Top of Source material

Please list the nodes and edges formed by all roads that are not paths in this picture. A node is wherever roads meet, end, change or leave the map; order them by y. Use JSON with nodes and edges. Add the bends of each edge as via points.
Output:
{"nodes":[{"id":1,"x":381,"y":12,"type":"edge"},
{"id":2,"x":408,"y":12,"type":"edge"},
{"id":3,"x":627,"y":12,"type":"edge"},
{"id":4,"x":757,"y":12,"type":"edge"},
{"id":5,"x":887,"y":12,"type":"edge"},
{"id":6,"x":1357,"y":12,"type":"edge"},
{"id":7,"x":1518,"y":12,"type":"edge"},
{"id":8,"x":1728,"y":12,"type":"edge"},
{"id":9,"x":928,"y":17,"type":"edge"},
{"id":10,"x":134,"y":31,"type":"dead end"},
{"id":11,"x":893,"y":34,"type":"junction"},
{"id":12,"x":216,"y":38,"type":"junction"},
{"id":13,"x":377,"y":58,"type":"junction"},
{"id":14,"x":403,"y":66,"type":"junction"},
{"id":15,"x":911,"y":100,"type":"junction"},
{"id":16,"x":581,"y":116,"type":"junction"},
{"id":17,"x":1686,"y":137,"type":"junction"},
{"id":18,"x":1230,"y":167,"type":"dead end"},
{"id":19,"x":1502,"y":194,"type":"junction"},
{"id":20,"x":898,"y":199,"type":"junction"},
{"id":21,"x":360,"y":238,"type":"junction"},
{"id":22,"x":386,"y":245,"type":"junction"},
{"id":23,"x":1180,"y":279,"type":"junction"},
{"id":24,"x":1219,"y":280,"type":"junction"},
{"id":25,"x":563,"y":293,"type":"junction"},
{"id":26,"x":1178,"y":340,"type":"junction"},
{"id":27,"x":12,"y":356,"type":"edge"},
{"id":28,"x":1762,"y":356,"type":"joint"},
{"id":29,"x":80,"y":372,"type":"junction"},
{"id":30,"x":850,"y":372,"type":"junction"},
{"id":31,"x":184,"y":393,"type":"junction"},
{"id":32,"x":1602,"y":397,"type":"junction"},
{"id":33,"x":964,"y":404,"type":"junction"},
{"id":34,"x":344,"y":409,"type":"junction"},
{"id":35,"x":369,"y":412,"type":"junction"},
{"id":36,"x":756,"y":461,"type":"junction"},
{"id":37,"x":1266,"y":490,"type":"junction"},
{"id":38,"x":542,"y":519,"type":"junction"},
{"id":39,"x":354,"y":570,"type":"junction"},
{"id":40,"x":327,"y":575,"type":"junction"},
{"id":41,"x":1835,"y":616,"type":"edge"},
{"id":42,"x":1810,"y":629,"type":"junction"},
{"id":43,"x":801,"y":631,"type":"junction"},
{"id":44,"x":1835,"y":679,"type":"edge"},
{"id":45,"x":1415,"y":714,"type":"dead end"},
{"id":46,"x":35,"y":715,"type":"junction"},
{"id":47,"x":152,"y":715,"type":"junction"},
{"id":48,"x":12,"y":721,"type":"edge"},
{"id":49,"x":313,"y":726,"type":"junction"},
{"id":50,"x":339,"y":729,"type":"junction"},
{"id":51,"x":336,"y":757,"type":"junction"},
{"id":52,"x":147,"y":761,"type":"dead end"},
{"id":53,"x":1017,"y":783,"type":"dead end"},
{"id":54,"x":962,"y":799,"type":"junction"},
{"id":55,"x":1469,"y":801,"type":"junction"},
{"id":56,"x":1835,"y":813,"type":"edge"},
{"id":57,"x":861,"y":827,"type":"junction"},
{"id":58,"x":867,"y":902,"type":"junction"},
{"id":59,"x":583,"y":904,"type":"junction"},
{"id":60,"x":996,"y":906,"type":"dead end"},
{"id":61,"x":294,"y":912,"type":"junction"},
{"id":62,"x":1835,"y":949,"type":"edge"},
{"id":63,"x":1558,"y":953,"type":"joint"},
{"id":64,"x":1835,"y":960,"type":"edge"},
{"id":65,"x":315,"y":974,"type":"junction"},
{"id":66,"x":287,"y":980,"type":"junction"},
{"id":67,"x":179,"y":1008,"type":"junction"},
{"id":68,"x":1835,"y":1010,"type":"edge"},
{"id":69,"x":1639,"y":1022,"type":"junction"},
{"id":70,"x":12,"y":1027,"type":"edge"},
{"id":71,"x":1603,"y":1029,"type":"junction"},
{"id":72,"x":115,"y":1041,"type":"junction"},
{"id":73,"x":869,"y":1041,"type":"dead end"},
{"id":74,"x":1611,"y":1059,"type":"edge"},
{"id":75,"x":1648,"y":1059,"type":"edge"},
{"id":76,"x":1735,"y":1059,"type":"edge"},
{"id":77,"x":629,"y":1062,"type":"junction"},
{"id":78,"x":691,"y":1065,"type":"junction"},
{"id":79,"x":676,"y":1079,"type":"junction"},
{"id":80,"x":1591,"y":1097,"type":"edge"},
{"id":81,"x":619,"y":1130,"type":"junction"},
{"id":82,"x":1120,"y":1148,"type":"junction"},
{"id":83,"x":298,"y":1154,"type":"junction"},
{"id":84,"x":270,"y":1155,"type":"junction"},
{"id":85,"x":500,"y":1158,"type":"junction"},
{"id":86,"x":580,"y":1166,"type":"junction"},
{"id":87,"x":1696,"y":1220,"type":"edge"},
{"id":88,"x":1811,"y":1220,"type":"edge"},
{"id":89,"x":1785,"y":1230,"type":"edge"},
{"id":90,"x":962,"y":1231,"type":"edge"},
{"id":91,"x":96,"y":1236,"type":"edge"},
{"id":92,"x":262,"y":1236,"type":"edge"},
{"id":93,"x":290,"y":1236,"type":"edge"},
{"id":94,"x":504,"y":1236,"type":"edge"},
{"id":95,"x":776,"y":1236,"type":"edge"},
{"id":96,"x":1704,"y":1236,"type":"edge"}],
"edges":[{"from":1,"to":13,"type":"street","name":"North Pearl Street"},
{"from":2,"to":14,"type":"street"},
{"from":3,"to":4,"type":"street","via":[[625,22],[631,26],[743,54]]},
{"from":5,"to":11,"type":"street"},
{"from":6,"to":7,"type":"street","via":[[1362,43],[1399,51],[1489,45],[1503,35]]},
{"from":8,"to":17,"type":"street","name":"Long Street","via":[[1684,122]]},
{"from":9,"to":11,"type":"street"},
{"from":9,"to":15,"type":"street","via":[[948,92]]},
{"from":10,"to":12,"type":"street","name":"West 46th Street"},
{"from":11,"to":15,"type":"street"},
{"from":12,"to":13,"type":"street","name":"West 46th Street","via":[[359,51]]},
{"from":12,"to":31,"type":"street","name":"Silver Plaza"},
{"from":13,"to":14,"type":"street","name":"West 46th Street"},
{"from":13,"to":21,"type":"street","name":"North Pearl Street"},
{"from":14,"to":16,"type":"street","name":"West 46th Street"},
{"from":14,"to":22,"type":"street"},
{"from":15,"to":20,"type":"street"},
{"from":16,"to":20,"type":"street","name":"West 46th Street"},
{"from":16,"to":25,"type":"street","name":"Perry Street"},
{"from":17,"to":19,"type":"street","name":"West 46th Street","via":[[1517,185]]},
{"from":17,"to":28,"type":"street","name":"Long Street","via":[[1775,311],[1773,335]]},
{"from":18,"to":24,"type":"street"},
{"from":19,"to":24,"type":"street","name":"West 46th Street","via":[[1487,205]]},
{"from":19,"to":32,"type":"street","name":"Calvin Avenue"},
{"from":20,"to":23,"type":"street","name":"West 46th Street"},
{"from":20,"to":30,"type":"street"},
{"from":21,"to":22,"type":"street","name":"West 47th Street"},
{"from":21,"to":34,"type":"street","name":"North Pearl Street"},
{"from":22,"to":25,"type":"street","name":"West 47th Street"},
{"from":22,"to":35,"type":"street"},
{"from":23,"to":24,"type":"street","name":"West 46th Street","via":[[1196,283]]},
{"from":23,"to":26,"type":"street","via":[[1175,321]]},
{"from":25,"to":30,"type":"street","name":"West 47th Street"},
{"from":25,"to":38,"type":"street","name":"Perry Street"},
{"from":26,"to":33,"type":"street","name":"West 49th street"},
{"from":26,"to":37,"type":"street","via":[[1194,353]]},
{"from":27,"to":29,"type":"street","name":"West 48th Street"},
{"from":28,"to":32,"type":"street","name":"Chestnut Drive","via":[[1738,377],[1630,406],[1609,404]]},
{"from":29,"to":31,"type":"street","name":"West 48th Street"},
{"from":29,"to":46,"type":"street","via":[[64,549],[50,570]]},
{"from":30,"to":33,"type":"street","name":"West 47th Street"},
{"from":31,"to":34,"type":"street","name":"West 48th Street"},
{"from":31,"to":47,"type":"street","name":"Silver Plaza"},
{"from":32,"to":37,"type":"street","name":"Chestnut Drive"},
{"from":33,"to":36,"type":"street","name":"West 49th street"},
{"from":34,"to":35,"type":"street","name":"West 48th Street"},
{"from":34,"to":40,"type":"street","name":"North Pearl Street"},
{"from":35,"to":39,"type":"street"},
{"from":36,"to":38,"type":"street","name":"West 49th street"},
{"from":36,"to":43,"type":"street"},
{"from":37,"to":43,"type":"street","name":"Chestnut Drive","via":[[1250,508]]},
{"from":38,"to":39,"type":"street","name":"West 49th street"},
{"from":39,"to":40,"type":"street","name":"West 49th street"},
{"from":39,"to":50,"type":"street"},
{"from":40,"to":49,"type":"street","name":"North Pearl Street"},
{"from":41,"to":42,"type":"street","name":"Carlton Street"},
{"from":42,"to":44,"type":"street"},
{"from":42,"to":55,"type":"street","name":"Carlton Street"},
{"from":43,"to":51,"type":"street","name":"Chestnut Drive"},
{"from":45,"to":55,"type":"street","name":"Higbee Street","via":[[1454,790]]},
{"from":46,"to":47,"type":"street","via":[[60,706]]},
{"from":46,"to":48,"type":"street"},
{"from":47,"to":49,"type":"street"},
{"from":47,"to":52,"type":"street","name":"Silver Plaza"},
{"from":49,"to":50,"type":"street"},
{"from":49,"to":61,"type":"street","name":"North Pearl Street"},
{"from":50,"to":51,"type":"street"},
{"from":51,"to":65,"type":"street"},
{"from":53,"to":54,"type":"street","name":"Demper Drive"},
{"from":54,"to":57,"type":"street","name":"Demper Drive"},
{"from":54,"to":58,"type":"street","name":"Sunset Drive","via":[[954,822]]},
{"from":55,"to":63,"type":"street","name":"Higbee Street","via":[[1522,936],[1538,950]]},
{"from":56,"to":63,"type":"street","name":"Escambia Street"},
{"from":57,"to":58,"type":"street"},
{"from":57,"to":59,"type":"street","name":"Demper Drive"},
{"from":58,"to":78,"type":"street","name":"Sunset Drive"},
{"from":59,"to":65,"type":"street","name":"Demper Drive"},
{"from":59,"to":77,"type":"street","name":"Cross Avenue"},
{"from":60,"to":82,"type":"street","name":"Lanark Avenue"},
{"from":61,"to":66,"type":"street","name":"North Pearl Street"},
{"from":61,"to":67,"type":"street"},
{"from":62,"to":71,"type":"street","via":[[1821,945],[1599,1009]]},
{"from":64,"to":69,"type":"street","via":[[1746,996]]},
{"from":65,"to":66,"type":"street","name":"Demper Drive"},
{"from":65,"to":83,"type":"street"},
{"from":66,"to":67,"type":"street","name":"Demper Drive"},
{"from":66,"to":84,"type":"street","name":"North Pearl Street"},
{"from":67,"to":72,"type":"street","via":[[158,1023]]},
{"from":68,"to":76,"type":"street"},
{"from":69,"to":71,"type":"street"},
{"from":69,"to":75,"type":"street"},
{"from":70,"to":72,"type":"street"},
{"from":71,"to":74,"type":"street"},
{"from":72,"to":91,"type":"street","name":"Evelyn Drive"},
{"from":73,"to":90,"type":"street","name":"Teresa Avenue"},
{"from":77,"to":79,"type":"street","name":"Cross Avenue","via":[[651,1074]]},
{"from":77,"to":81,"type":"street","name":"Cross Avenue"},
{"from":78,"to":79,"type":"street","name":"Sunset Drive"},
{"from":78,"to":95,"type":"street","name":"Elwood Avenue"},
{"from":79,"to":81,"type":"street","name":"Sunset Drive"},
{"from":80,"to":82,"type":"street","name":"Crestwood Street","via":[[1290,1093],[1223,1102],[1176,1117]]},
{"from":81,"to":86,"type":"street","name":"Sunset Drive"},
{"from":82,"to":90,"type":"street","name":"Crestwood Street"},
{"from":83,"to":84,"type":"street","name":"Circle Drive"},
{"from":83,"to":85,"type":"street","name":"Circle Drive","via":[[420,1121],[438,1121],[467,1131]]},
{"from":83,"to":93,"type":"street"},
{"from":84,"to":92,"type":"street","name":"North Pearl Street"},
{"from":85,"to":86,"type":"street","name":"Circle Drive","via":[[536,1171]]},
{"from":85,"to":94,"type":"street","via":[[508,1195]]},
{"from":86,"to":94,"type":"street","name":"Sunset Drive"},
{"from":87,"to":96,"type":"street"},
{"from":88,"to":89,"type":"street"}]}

Bottom of Source material

What lines above contain the word "edges"? Return each such line.

*Answer for this exercise*.
Please list the nodes and edges formed by all roads that are not paths in this picture. A node is wherever roads meet, end, change or leave the map; order them by y. Use JSON with nodes and edges. Add the bends of each edge as via points.
"edges":[{"from":1,"to":13,"type":"street","name":"North Pearl Street"},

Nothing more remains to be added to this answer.